Mobile Bearing Partial Knee Replacement
PARTIAL KNEE REPLACEMENT: This is a relatively newer surgery, not done by many surgeons. It is suited for younger patients where arthritis is limited to a part of the joint.
X-rays of both knees showing mobile bearing partial replacement
Frequently Asked Questions
- Q 1. What is partial knee replacement?
- Partial knee replacement is not at all anything like knee replacement. It should rather be called ‘capping’ operation, where caps are fixed on top of the part of the bone end. Unlike knee replacement operation where the ligaments are excised, the knee dislocated, and ends of the bones replaced, in partial knee replacement, no ligaments are removed, the knee is not dislocated.
- Q 2. What is the advantage of partial knee replacement?
- Partial knee replacement is a logical option where only a part of the knee is damaged, as putting caps only on the damaged part keeps the original joint as it is. It is much smaller and safer operation. One is up and about on legs within 3-4 days, and normal in 2-3 weeks. One need to stay in the hospital only for 2 days, and one usually gets full knee bending.
- Q 3. When we are replacing, why not replace the whole?
- Though knee replacement is a fairly successful operation in the elderly, results are not the same in younger active patients. Since all joints, partial or total have limited life, it is prudent to preserve the original joint as long as one can. Also, in case the partial joint replacement fails (which may happen with partial or total replacement), there is a back up of total replacement. Revision replacement of a failed total knee replacement is a major undertaking, not always successful.
- Q 4. How does one know that the joint is only partially damaged, and is suitable for partial knee replacement?

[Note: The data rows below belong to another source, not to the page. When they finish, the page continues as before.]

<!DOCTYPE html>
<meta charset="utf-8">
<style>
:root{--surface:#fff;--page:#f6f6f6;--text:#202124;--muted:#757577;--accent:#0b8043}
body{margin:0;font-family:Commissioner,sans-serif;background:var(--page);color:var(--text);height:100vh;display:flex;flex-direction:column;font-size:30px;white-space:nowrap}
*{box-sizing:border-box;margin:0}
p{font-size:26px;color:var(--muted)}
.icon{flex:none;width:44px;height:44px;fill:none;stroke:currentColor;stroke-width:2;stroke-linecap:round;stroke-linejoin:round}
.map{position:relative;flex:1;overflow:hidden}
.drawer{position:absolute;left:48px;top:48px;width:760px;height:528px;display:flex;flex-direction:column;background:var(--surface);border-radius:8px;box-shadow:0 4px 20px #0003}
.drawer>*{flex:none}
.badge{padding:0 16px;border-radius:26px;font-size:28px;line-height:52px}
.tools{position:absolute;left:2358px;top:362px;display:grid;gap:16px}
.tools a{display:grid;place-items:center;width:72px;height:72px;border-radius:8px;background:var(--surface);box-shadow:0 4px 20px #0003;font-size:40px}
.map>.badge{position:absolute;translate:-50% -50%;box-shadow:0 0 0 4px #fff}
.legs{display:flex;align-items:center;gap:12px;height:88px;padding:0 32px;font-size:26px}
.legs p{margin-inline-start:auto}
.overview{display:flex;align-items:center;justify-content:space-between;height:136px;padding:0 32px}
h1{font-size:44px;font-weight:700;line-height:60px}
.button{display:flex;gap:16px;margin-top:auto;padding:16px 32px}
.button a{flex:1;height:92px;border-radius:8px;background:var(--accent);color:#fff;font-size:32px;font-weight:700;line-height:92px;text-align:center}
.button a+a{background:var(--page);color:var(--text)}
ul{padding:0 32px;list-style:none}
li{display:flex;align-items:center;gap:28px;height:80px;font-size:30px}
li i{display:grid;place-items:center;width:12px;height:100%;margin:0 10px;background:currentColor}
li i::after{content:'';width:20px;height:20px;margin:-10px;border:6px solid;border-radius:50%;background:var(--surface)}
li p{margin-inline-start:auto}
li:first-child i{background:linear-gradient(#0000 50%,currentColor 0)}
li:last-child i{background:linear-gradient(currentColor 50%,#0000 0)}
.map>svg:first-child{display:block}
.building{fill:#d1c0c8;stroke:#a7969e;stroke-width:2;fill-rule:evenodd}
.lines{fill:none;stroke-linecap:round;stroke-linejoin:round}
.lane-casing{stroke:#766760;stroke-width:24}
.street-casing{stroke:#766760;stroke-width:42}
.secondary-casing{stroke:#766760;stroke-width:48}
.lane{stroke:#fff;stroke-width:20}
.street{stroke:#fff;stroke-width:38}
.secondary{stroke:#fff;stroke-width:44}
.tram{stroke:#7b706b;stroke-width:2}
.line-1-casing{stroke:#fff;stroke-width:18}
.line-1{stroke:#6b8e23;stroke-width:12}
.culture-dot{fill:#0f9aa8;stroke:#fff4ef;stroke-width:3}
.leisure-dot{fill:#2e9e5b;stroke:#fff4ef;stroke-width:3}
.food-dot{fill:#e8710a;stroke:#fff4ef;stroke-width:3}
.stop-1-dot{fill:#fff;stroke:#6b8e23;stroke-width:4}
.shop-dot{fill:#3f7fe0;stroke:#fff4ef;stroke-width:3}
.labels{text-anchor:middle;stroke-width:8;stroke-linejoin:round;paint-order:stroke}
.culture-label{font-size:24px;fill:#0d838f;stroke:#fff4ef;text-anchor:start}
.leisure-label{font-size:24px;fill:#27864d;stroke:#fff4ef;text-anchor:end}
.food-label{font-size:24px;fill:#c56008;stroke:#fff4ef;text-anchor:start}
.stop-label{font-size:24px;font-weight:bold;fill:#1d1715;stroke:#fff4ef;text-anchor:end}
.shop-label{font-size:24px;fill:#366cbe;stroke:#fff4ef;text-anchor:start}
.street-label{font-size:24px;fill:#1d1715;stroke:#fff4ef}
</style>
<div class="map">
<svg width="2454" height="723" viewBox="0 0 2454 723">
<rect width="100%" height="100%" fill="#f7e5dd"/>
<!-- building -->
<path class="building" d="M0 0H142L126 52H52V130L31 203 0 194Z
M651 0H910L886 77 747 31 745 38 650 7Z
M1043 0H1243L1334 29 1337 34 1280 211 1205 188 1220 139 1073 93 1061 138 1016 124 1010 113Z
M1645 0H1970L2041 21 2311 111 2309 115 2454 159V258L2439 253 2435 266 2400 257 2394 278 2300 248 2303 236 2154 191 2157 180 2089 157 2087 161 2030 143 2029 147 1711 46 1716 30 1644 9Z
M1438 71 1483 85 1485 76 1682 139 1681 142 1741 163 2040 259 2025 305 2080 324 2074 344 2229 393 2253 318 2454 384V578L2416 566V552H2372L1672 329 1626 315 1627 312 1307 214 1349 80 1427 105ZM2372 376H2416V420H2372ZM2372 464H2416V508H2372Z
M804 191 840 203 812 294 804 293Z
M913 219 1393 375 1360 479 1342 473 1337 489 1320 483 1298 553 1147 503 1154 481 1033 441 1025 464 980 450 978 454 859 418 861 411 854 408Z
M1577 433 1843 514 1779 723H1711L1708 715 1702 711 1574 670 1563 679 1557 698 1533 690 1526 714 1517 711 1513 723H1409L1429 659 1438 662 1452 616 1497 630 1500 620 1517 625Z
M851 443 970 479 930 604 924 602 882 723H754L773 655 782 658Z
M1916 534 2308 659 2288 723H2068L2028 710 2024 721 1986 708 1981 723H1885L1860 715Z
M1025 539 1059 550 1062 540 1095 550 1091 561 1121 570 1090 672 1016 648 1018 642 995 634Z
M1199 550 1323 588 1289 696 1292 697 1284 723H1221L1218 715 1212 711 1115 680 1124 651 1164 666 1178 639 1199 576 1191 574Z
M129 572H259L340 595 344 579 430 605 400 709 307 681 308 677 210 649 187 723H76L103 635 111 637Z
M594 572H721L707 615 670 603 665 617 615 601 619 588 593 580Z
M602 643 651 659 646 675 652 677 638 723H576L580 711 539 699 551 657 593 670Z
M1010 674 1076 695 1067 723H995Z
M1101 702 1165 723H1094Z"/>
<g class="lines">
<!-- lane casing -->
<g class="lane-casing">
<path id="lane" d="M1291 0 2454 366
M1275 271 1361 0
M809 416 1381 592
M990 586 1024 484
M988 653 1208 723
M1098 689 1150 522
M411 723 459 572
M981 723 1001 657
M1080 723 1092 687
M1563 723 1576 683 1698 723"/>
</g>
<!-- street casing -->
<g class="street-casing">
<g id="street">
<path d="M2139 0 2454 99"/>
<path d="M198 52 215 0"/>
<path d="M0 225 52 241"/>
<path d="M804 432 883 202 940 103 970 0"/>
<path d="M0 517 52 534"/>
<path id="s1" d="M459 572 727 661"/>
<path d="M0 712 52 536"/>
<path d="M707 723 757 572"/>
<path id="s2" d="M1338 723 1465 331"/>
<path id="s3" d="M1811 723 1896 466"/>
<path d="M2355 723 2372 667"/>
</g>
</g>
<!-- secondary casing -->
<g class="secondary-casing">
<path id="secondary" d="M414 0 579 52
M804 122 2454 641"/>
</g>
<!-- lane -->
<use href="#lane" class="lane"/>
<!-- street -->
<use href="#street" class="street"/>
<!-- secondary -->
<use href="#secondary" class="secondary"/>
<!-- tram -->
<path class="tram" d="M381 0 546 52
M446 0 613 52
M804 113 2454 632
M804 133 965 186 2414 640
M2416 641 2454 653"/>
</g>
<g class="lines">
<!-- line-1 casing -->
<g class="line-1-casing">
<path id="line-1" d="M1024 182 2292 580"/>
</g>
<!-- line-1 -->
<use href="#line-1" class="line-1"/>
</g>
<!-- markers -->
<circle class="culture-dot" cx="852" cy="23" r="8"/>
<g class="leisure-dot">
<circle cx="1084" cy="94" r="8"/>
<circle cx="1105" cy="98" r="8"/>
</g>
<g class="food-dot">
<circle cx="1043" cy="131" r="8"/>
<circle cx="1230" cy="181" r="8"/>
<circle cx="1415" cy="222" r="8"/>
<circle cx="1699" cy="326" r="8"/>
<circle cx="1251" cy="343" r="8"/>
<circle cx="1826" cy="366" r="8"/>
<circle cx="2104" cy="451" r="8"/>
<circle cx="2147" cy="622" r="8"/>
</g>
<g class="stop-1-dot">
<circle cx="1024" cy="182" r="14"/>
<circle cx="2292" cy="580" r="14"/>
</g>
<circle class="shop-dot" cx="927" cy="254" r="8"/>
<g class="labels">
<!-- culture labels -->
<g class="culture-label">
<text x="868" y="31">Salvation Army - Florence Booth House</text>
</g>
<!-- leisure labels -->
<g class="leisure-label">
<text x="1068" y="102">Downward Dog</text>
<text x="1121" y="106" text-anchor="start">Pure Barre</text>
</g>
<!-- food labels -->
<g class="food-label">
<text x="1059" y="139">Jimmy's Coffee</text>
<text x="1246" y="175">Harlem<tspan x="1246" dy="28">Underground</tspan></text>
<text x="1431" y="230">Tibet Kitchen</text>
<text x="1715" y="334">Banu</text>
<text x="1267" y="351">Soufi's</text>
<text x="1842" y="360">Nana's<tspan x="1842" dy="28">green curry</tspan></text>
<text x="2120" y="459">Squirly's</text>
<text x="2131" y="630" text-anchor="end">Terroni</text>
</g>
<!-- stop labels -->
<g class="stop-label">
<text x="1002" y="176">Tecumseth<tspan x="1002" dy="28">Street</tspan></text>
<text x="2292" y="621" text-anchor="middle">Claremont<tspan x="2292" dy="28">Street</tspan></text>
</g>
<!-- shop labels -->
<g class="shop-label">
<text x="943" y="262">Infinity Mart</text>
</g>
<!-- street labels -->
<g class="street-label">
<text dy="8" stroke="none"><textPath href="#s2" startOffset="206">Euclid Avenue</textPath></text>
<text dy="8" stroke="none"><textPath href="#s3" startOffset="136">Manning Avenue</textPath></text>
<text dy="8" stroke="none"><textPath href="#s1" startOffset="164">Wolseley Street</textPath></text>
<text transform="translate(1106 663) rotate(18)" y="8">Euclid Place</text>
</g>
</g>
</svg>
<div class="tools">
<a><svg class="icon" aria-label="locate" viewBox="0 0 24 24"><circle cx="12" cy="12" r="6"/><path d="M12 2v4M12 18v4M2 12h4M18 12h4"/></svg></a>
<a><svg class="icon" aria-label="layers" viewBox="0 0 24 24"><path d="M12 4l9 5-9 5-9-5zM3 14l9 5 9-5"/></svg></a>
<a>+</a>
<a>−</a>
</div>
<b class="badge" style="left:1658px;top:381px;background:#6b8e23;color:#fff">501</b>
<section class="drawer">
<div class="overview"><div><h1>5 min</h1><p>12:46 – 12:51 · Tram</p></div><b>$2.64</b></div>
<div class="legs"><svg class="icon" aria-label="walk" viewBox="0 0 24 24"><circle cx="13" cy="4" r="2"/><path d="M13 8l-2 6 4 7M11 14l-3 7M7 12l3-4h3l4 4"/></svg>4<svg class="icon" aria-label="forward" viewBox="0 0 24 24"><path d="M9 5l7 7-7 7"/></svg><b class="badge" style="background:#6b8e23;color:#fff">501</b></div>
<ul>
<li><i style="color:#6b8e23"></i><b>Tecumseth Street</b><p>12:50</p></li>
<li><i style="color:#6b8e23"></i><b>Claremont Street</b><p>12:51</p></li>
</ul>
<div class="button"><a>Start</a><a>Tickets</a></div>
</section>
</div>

- There are a number of ways doctors can make out whether only a part or the whole knee is damaged. Standing x-rays give a fair idea, which is then confirmed on the operation table by doing arthroscopic viewing of the knee just prior to the actual operation. If it is found at any stage that the damage is widespread, decision of partial knee replacement is dropped in favour of total knee replacement.
- Q 5. Why there is a controversy between doctors regarding whether a total or partial knee replacement is required?
- Total knee replacement is an older operation, technically less demanding, and hence popular. Partial knee replacement is a newer operation. The earlier designs and technique of partial knee replacement were not as good, and some surgeons carry that impression inspite of the recent much improved results of partial replacement. Also, not many surgeons have exposure to the technique and understanding of the partial knee replacement, and feel comfortable doing the whole knee replacement. The latest advance in partial knee replacement is what is called ‘mobile bearing knee’ which means, between the fixed caps on the bones, there is a freely mobile plastic bearing. This causes less friction between the parts, and thus increases the life of the partial knee.
- Q 6. How much time does it take to recover?
- You are out of the bed the very next day, can take full weight on the leg , with the support of a walker. There is no plaster or bulky dressings. You can move the knee and keep it any where from the very next day. You will be sent home three days after surgery.
- Q 7. What is the negative side of the operation?
- Like with all operations there is a recovery time. There is a small risk of infection, anaesthesia related and side-effects of medication related complications. Long term problem may be that the parts do not fit the knee as expected, or wear out earlier. In these cases, one may have to resort to total knee replacement subsequently. This happens in less than 5 % cases.